Development and implementation of an interdisciplinary oncology program in a community hospital

Chung, Clement; Collins, Angela; Cui, Nancy
September 2011
American Journal of Health-System Pharmacy;9/15/2011, Vol. 68 Issue 18, p1740
Academic Journal
Case Study
Purpose. The development and implementation of an interdisciplinary oncology program in a community hospital are described. Summary. Before the program was established, clinical pharmacists responsible for order entry and verification did not have a defined structure and resource to effectively communicate with medical oncologists and nurses on patient care issues and oncology drug information. The practice model did not meet practice needs, departmental safety, quality, or cost-saving goals.
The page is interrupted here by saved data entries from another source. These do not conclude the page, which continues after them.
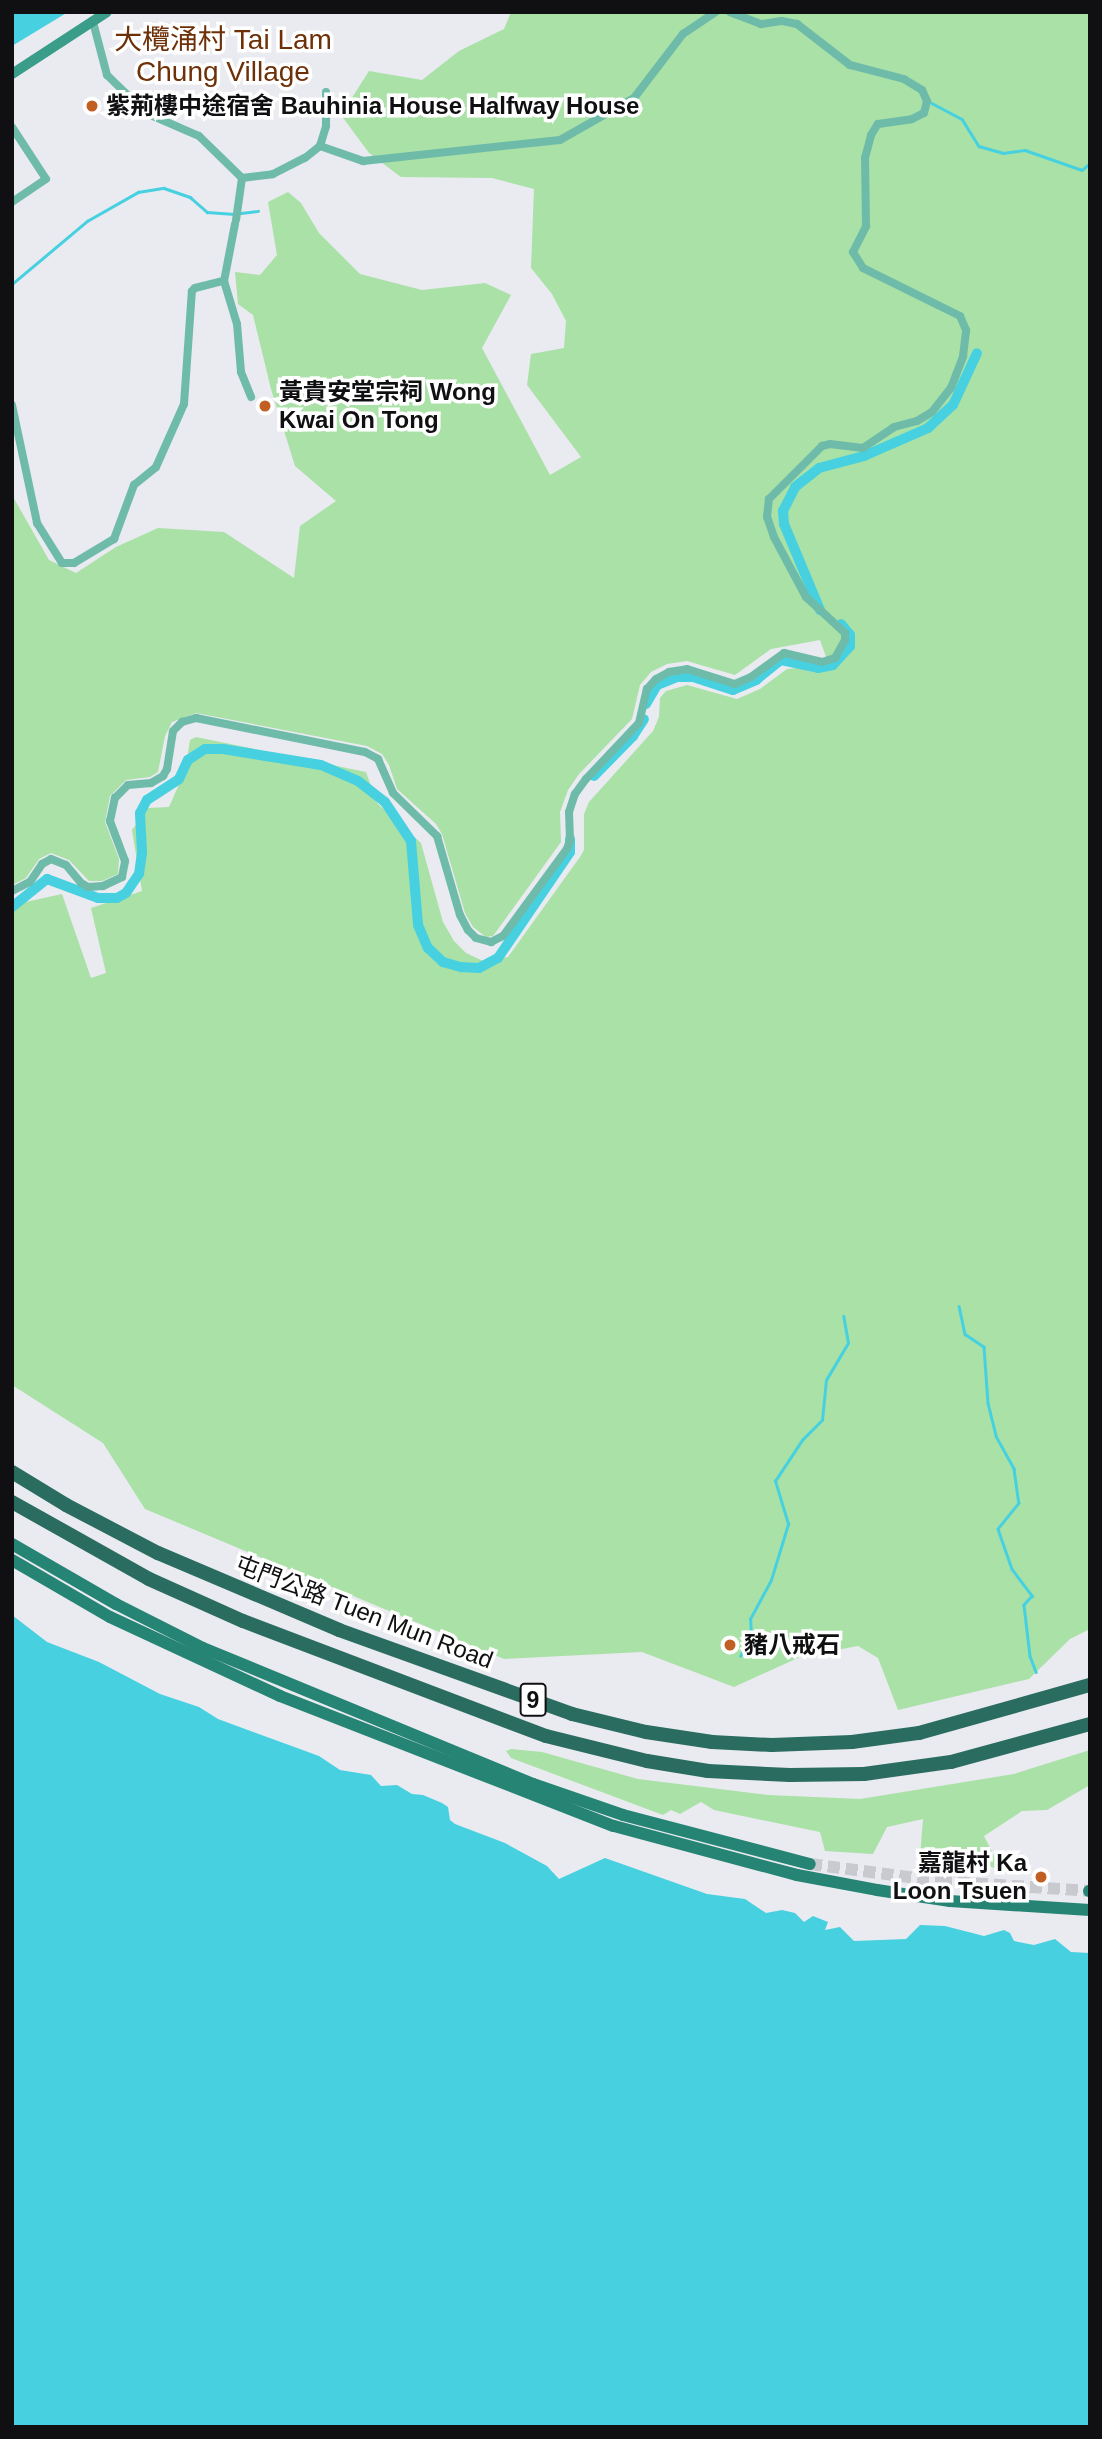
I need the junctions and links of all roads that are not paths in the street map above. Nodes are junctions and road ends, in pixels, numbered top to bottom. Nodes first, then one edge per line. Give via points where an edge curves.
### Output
1 (107, 12) edge
2 (716, 12) edge
3 (730, 12) edge
4 (93, 22) junction
5 (12, 74) edge
6 (326, 92) dead end
7 (12, 127) edge
8 (320, 146) junction
9 (242, 178) junction
10 (12, 202) edge
11 (224, 281) junction
12 (251, 397) dead end
13 (12, 405) edge
14 (12, 891) edge
15 (12, 1472) edge
16 (12, 1502) edge
17 (12, 1544) edge
18 (12, 1560) edge
19 (1090, 1685) edge
20 (1090, 1724) edge
21 (494, 1774) junction
22 (810, 1864) tunnel mouth
23 (1090, 1910) edge

1 - 4 street
2 - 8 street via 687,30 634,98 561,140 363,161
3 - 14 street via 761,24 797,24 850,65 904,79 922,90 927,100 924,113 878,124 872,135 865,158 866,226 853,253 863,268 960,316 966,330 963,356 951,388 932,412 894,427 863,448 822,446 769,499 766,517 806,597 845,633 835,657 822,662 784,653 735,684 687,669 669,671 656,679 648,689 639,723 575,794 567,849 503,936 491,943 468,930 437,836 393,793 378,758 196,718 173,731 163,776 151,783 128,785 115,798 110,821 125,860 122,877 88,887 66,865 51,859 30,882
4 - 5 street
4 - 9 street via 107,75 146,113 199,136
6 - 8 street via 326,126
7 - 10 street via 46,179
8 - 9 street via 273,174
9 - 11 street
11 - 12 street via 237,324 241,372
11 - 13 street via 192,292 184,404 156,467 134,485 114,539 74,563 62,563 37,523
15 - 19 highway, 屯門公路 Tuen Mun Road / 9 via 158,1553 339,1630 572,1714 646,1732 772,1745 852,1742 919,1733
16 - 20 highway, 屯門公路 Tuen Mun Road / 9 via 149,1579 243,1621 546,1736 647,1761 722,1771 864,1774 951,1762
17 - 21 main road via 203,1648
18 - 21 main road via 110,1617 236,1676
21 - 22 main road via 623,1815
21 - 23 main road via 614,1826 797,1875 950,1901

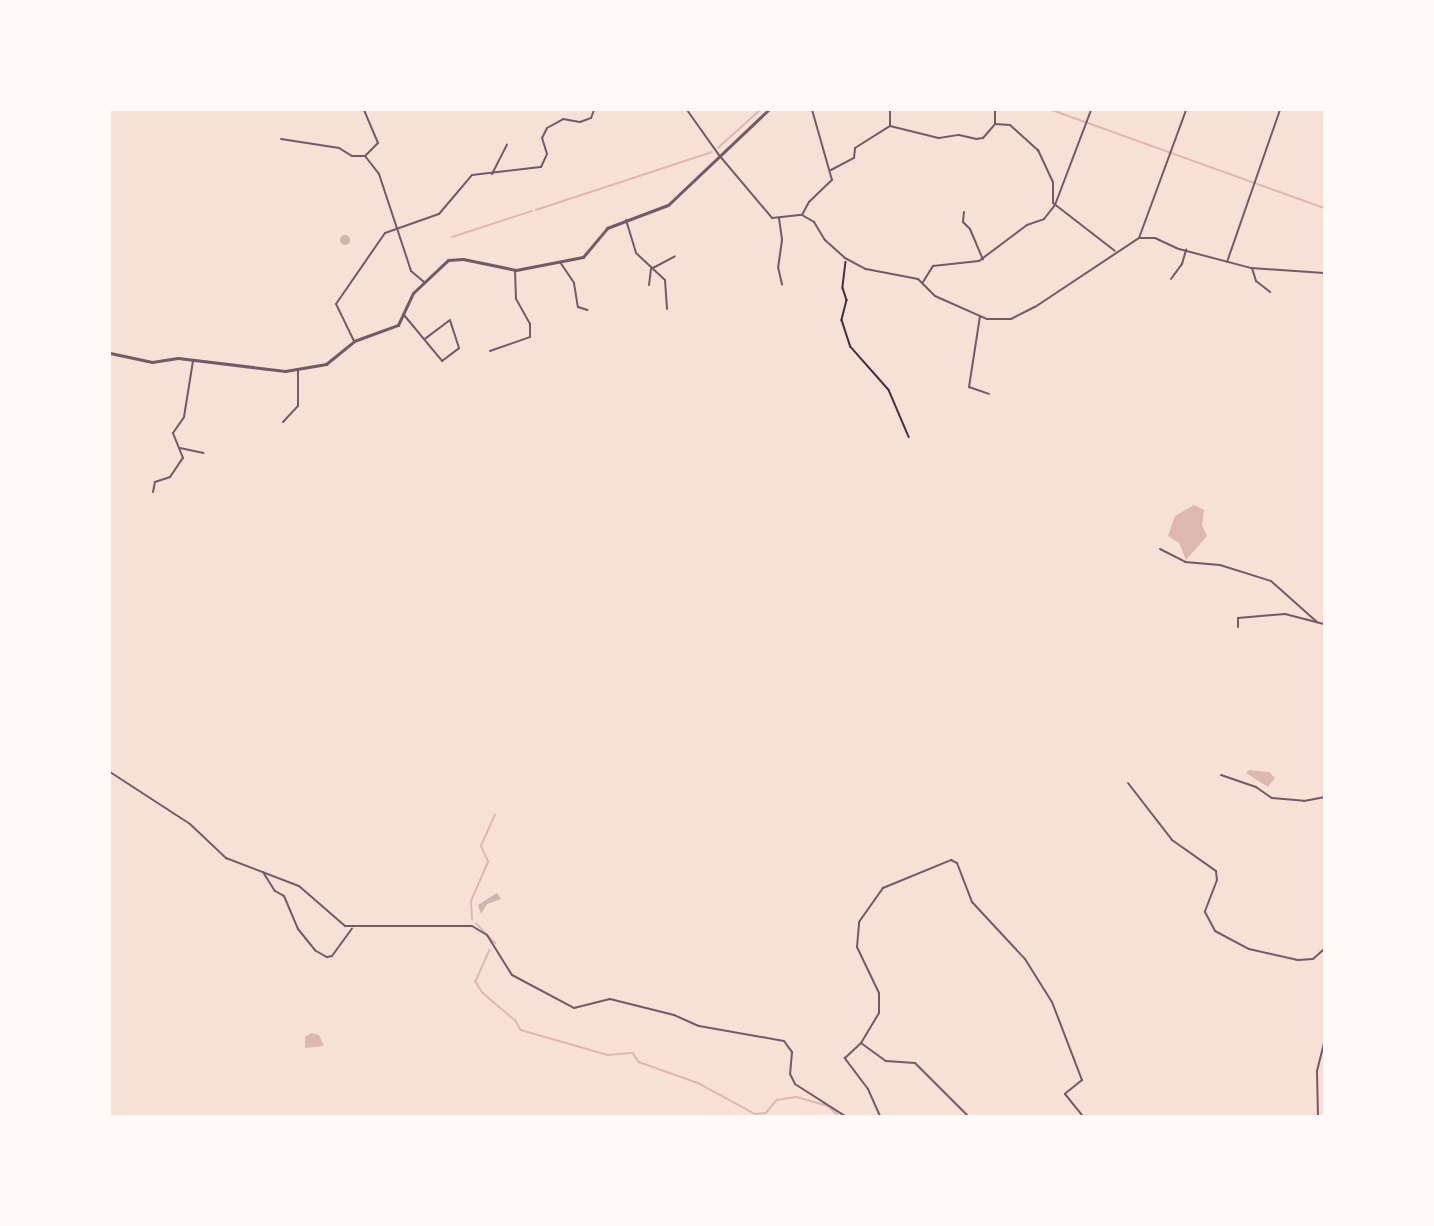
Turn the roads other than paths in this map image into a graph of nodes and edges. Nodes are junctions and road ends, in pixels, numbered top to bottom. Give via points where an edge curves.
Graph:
1 (364, 110) edge
2 (594, 110) edge
3 (687, 110) edge
4 (768, 110) edge
5 (812, 110) edge
6 (890, 110) edge
7 (995, 110) edge
8 (1090, 110) edge
9 (1186, 110) edge
10 (1280, 110) edge
11 (994, 124) junction
12 (890, 126) junction
13 (281, 139) dead end
14 (507, 145) dead end
15 (719, 155) junction
16 (364, 156) junction
17 (831, 170) junction
18 (492, 174) junction
19 (1055, 205) junction
20 (963, 212) dead end
21 (802, 215) junction
22 (779, 218) junction
23 (626, 220) junction
24 (397, 226) junction
25 (1139, 238) junction
26 (1186, 250) junction
27 (1115, 252) junction
28 (675, 256) dead end
29 (983, 259) junction
30 (560, 262) junction
31 (1227, 262) junction
32 (1252, 268) junction
33 (651, 269) junction
34 (516, 270) junction
35 (1324, 273) edge
36 (1171, 279) dead end
37 (424, 282) junction
38 (923, 282) junction
39 (649, 285) dead end
40 (782, 285) dead end
41 (1270, 292) dead end
42 (667, 309) dead end
43 (588, 310) dead end
44 (404, 315) junction
45 (980, 316) junction
46 (424, 339) junction
47 (354, 341) junction
48 (490, 351) dead end
49 (110, 353) edge
50 (193, 361) junction
51 (298, 370) junction
52 (989, 394) dead end
53 (283, 422) dead end
54 (180, 448) junction
55 (203, 453) dead end
56 (153, 492) dead end
57 (1160, 549) dead end
58 (1317, 622) junction
59 (1324, 624) edge
60 (1238, 627) dead end
61 (110, 772) edge
62 (1221, 775) dead end
63 (1128, 783) dead end
64 (1324, 797) edge
65 (263, 872) junction
66 (352, 928) junction
67 (1324, 949) edge
68 (861, 1042) junction
69 (1324, 1042) edge
70 (845, 1116) edge
71 (880, 1116) edge
72 (968, 1116) edge
73 (1083, 1116) edge
74 (1318, 1116) edge

1 - 16 street via 378,142
2 - 18 street via 591,118 580,122 562,119 547,128 542,138 547,154 541,166
3 - 15 street
4 - 15 street
5 - 17 street
6 - 12 street
7 - 11 street
8 - 19 street
9 - 25 street
10 - 31 street
11 - 12 street via 983,138 976,139 959,135 939,138
11 - 19 street via 1010,125 1038,150 1051,174
12 - 17 street via 855,148 854,158
13 - 16 street
14 - 18 street
15 - 22 street via 766,214
15 - 23 street via 665,207
16 - 24 street via 379,174
17 - 21 street via 832,180 809,202
18 - 24 street via 470,177 439,214
19 - 27 street
19 - 29 street via 1044,219 1027,225
20 - 29 street via 963,222
21 - 22 street
21 - 38 street via 845,258 866,269
22 - 40 street via 782,240 778,267
23 - 30 street via 607,228 586,255
23 - 33 street via 636,253
24 - 37 street via 411,271
24 - 47 street via 385,233 336,304
25 - 26 street via 1155,238
25 - 27 street
26 - 31 street
26 - 36 street
27 - 45 street via 1070,287 1011,319
28 - 33 street
29 - 38 street via 933,266
30 - 34 street
30 - 43 street via 574,283 578,307
31 - 32 street
32 - 35 street
32 - 41 street via 1256,281
33 - 39 street
33 - 42 street via 665,280
34 - 37 street via 454,258
34 - 48 street via 516,299 530,324 530,337
37 - 44 street via 407,301
38 - 45 street via 934,296
44 - 46 street
44 - 47 street via 391,330
45 - 52 street via 969,387
46 - 46 street via 442,361 459,348 450,320
47 - 51 street via 326,364
49 - 50 street via 152,362
50 - 51 street
50 - 54 street via 184,417 173,433
51 - 53 street via 298,406
54 - 55 street
54 - 56 street via 180,463 168,479 155,482
57 - 58 street via 1185,562 1220,565 1270,581
58 - 59 street
58 - 60 street via 1272,614 1238,618
61 - 65 street via 190,824 226,858
62 - 64 street via 1256,787 1272,798 1304,801
63 - 67 street via 1172,840 1216,871 1217,880 1205,912 1215,932 1249,949 1298,960 1313,959
65 - 66 street via 299,886 337,920
65 - 66 street via 284,896 298,929 316,951 332,956
66 - 70 street via 472,926 487,935 512,975 574,1008 610,999 675,1015 699,1026 784,1041 792,1052 790,1074 795,1084
68 - 71 street via 846,1062 868,1089
68 - 72 street via 886,1061 915,1064
68 - 73 street via 876,1022 880,999 857,947 859,922 865,909 892,882 955,861 972,902 1025,959 1052,1002 1082,1080 1065,1094
69 - 74 street via 1317,1071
An interdisciplinary team was established to determine where current processes and procedures were needed to decrease errors and improve efficiency associated with chemotherapy services. Three stages of practice development were planned, and an interdisciplinary oncology program involving nursing and pharmacy team members and medical oncologists was established. Standardized order forms, various pharmacy collaborative agreements, protocols, improved oncology nursing and pharmacy processes, and established standards in order writing, dispensing, administration, and monitoring were developed. An oncology pharmacist specialist position was requested, and this pharmacist played an essential role in helping the hospital realize significant cost savings and improve the quality of care provided to patients receiving chemotherapy services. Data were collected for 96 chemotherapy orders before program implementation and for 75 orders after program implementation, and a 45% reduction in total error related to chemotherapy drugs was observed (p < 0.0625). The most common cause of errors was missing information, typically an omitted duration or frequency, dose, route, or premedication (63% of all errors documented). Conclusion. The development and implementation of an interdisciplinary oncology program resulted in decreased medication-error rates, expanded pharmacy services, and cost savings.